1_Randomized BSTs

Randomized BSTs

To analyze the average-case performance costs for binary search trees, we made the assumption that the items are inserted in random order. It is also possible to introduce randomness into the algorithm so that the property holds without any assumptions about the order in which the items are inserted.

The idea is simple : When we insert a new node into a tree of N nodes the new node should appear at the root with probability $\frac{1}{(N+1)}$ , so we randomized decision to use root insertion with that probability. Otherwise, we recursively use the method to insert the new record into the left subtree if the record’s key is less than the new record’s key is greater.

Viewed non recursively, doing randomized insertion is equivalent to performing a standard search for the key making a randomized decision at every step whether to continue the search or to terminate it and do root insertion. Thus, the new node could be inserted anywhere on its search path.
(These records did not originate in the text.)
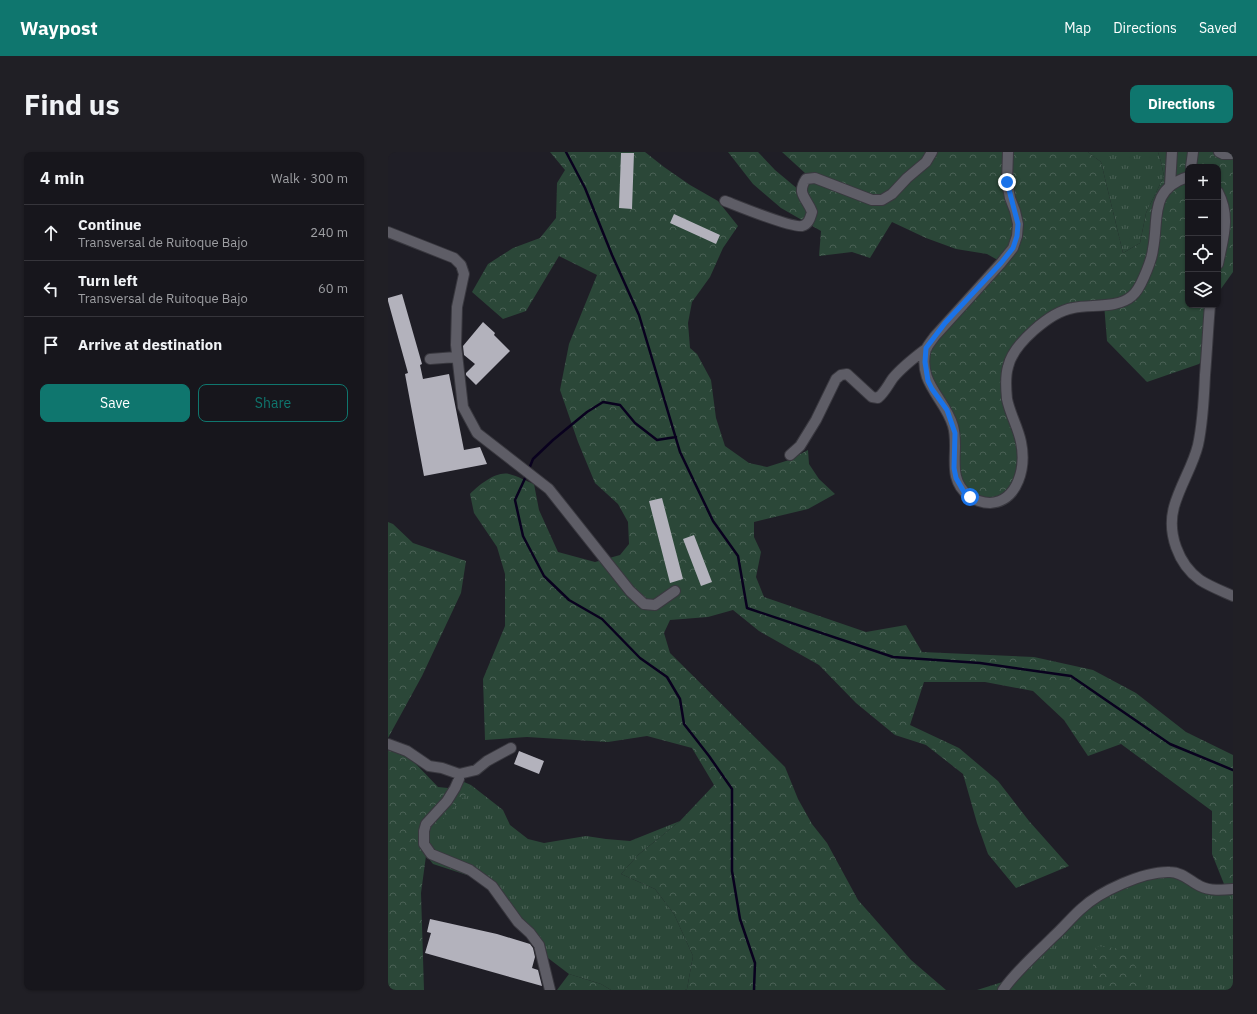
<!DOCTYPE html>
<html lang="en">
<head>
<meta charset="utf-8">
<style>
  :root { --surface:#17161c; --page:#201f25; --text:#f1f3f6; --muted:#9e9fa3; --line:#36353b; --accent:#0f766e }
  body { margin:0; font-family:"IBM Plex Sans",sans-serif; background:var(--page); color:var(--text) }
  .controls { position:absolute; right:12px; top:12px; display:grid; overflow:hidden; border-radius:8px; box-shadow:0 1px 3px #0004 }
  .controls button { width:36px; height:36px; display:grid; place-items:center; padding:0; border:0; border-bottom:1px solid var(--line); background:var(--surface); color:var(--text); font:20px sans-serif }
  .stop { position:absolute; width:12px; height:12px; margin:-9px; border:3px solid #1a73e8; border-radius:50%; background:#fff }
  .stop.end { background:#1a73e8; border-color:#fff; box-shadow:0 1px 4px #0008 }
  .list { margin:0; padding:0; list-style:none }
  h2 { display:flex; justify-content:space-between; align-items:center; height:52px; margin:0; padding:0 16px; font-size:17px }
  h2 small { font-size:13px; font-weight:400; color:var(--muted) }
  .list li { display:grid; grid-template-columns:26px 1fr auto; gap:12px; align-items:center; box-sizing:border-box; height:56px; padding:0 16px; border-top:1px solid var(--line) }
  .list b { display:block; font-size:15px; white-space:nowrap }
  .list p { margin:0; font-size:13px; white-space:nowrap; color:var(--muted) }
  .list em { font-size:13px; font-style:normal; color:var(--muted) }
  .actions { display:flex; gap:8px; padding:12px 16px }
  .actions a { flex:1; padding:9px 0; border:1px solid var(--accent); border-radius:8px; text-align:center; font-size:14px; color:var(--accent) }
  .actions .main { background:var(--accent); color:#fff }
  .icon { flex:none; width:22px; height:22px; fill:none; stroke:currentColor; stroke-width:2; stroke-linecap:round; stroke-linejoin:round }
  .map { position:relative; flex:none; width:845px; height:838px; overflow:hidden; border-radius:8px }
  header { display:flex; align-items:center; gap:24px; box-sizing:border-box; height:56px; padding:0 20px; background:var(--accent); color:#fff }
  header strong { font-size:19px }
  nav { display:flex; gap:22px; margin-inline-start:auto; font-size:14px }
  .intro { display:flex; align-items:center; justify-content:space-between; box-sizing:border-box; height:96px; padding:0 24px }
  h1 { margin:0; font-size:28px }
  .button { padding:10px 18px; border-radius:8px; background:var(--accent); color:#fff; font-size:14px; font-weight:700 }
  main { display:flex; gap:24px; padding:0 24px }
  aside { flex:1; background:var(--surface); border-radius:8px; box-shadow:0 1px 3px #0004 }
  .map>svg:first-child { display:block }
  .grass { fill:url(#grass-tufts) }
  .forest { fill:url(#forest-crowns) }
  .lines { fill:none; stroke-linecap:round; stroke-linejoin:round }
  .stream { stroke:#09011e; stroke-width:2.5 }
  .building { fill:#b3b2bc }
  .minor-casing { stroke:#39383f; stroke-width:12 }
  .minor { stroke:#5e5d66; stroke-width:10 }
  .route { stroke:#1a73e8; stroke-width:5 }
</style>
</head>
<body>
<header>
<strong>Waypost</strong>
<nav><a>Map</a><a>Directions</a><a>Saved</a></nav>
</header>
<div class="intro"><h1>Find us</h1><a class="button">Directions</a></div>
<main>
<aside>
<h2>4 min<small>Walk · 300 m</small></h2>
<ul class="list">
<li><svg class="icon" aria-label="ahead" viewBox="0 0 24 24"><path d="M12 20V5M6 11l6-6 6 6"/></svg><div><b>Continue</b><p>Transversal de Ruitoque Bajo</p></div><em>240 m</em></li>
<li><svg class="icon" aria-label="left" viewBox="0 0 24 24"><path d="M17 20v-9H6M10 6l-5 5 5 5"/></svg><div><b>Turn left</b><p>Transversal de Ruitoque Bajo</p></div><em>60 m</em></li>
<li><svg class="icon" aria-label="arrive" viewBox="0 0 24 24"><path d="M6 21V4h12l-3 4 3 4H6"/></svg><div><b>Arrive at destination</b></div></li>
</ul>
<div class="actions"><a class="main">Save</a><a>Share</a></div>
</aside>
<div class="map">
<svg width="845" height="838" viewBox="0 0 845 838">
  <defs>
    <pattern id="grass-tufts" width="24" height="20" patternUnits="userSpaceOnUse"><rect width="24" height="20" fill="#2b4738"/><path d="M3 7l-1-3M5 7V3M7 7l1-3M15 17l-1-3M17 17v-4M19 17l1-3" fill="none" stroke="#4a6155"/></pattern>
    <pattern id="forest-crowns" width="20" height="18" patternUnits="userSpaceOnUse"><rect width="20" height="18" fill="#2b4738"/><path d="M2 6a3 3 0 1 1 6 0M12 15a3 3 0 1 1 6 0" fill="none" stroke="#4a6155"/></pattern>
  </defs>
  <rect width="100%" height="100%" fill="#1f1e26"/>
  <path class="grass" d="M700 0H770L773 10 776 24 758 61 752 91 735 101 713 10Z
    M83 633 115 658 122 673 140 687 156 691 198 684 218 687 242 689 292 669 250 703 233 722 267 737 286 762 305 804 299 837 297 838H223L213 832 181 822 160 806 153 792 113 746 91 727 45 712 37 702C38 698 38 694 39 690 45 669 73 652 83 633Z
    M776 720 806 731 845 736V838H616L713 741Z"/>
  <path class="forest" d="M162 0H257L276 15 302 33 330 49 350 74 335 96 322 125 304 150 300 171 302 196 309 202 323 228 328 266 337 294 361 311 379 315 401 308 420 298 421 312 431 327 447 342 420 357 366 370V385L373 400 368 425 376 445 478 480 518 473 534 500 646 505 705 518 748 541 798 580 845 603V736L838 737 824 702V659L733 592 700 604 676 568 645 539 597 530H536L522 573 571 596 610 629 641 669 681 714 628 736 600 702 589 671 575 622 538 593 507 583 468 551 431 513 371 479 345 458 320 465 282 468 276 481 282 501 397 615 410 647 424 672 439 691 470 748 523 808 558 838H297L299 837 305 804 286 762 267 737 233 722 250 703 292 669 326 633 304 596 259 584 220 590 139 585 97 588 95 527 117 474V422L109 395 86 361 82 342C91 333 108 319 121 322 130 324 138 329 146 332L151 358 170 400 207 410 232 403 241 392 240 370 230 352 207 331 190 290 172 238 181 192 209 123 171 104 138 159 115 167 84 140 100 112 125 96 152 86 168 66 169 31 177 18Z
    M340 0H370L387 18 411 38 417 21 394 0H700L713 10 735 101 752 91 758 61 776 24 773 10 770 0H845V120L830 141V15H800V153H824L820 204 811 212 759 230 719 189 716 152 666 163 629 199 620 228 637 306 622 344 593 348 572 331 570 292 541 229V195L615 111 599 102 568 97 538 86 504 70 482 106 464 100 431 104 433 79 393 56 365 32Z
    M0 370 5 372 25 391 78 409 73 441 34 524 0 586Z
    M0 598 14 601 27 611 50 635 60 636 76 630 83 633 79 641 50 672 40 689 33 741 36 838H0Z
    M708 794 734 797 752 820 760 838H720L704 820Z
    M181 822 213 832 223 838H169Z
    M624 827 615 838H589Z"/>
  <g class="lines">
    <path class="stream" d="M178 0 197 36 224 103 251 163 292 300 325 369 350 404 359 456 505 505 592 511 683 524 782 592 845 618
      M141 317 145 307 165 288 199 260 215 250 232 253 247 271 269 288 288 285
      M139 322 127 348 135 384 156 424 181 448 214 467 252 506 279 525 292 547 296 572 321 604 344 637V719L352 767 367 811 366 838"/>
  </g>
  <path class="building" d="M233 1H246L244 57 231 56Z
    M286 62 332 83 328 92 282 71Z
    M14 142 34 212 32 213 35 227 61 222 76 298 92 295 99 312 36 324 17 222 20 221 0 149V146Z
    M95 170 107 181 106 183 122 199 88 233 78 223V221L87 212 76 203 75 194Z
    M274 346 295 427 282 431 261 349Z
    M306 383 324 430 313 434 295 387Z
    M131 599 156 609 151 622 126 612Z
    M42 767 109 782 142 792 145 796 147 805 144 816 150 818 154 834 37 801 43 781 39 780Z"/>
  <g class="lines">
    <defs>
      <path id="minor" d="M620 0 619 30 622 46 627 59 630 72 629 84 625 96 613 111 547 184C544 188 540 193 538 197 529 231 557 246 565 274 572 298 557 326 581 344 586 348 595 351 602 351 631 349 638 314 633 290 630 275 622 262 619 247 618 237 617 225 620 215 625 192 662 160 685 156 703 152 729 157 744 144 750 139 753 132 756 125 760 116 764 107 765 97 771 67 761 37 800 25
        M831 0 835 2H845
        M803 15 805 0
        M782 33 784 0
        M830 40C843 65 835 86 830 112
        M337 49C350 54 403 76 414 74 421 72 422 66 424 60 419 46 408 42 418 27L427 26 484 48H494L504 42 519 26 538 10 544 0
        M0 80 66 106 73 113 76 122 69 155 68 193 75 255 89 281 161 337 242 439 256 452 267 453 287 439
        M822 153C820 176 819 200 817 223 816 246 815 270 810 293 805 314 792 333 786 355 779 381 790 412 812 428 823 435 834 439 845 444
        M42 207 68 205
        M402 303 412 294 428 268 448 227 453 223 459 222 484 245 490 246C497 240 500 233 505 226 515 214 527 205 539 196
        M0 592 19 599 41 614 54 616 71 622V627L67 636 59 649 38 672 36 679V692L43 702 82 718 104 734 130 770 142 781 151 793 162 838
        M71 622 88 618 99 609 123 596
        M615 838C629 818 648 802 665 785 675 776 683 766 693 757 712 739 756 719 782 720 794 720 802 729 812 734 822 739 834 738 845 737"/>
    </defs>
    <use href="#minor" class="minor-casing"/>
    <use href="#minor" class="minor"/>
  </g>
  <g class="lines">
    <path class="route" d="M582 345 576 340 568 326 566 316 567 281 559 258 544 237 540 229 537 210 538 196 557 171 613 111 625 96 629 84 630 72 619 30"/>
  </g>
</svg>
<div class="controls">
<button>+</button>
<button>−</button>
<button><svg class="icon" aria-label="locate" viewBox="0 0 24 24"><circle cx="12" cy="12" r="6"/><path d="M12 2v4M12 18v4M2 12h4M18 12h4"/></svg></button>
<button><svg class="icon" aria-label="layers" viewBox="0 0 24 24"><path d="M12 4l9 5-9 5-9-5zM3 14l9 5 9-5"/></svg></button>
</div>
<div class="stop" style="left:582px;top:345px"></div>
<div class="stop end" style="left:619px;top:30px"></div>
</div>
</main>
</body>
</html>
Property 13.1 Building a randomized BST is equivalent to building a standard BST from a random initial permutation of the keys. We use about $2N\ln N$ comparisons to construct a randomized BST with $N$ items (no matter in what order the items are presented for insertion), and about $2\lg N$ comparisons for searches in such a tree.

Randomized BST Insertion

private:
	void insertR(link& h,Item x)
    {
        if(h==0) { h = new node(x); return;}
        if(rand()<RAND_MAX/(h->N+1))
        	{ insertT(h,x); return;}
        if(x.key() < h->item.key())
            insertR(h->l,x);
        else insertR(h->r,x);
        h->N++;
    }
public:
	void insert(Item x)
    { insertR(head,x);}

Property 13.2 The probability that the construction cost of a randomized BST is more than a factor of a times the average is leass that $e^{-a}$

Randomized BST combination

private:
	link joinR(link a, link b)
    {
        if (a==0) return b;
        if (b==0) return a;
        insertR(b,a->item);
        b->l = joinR(a->l,b->l);
        b->r = joinR(a->r,b->r);
        delete a[;;] fixN(b); return b;
    }
public:
	void join(ST<Item, Key>& b)
    {
        int N = head->N;
        if(rand()/(RAND_MAX/(N+b.head->N)+1)<N)
            head = joinR(head, b.head);
        else head = joinR(b.head, head);
    }

Deletion in a randomized BST

link joinLR(link a, link b)
{
    if(a == 0) return b;
    if(b == 0) return a;
    if(rand()/(RAND_MAX/(a->N+b->N)+1) < a->N)
    	{ a->r = joinLR(a->r,b); return a;}
    else {b->l = joinLR(a,b->l); return b;}
}

Flaws that might be present in the randomized BSTs is that the inbuilt pseudo-number generator present in the system might actually spend a more of its time in generating the more random number that is not required here for the application of insertion.

second potential drawback of randomized BSTs is that they need to have a field in each node for the number of nodes in that node’s subtree. Space might be at premium in some application so it might become liability.

Property 13.3 Making a tree with an arbitrary sequence of randomized insert, remove, and join operations is equivalent to building a standard BST form a random permutation of the keys in the trees.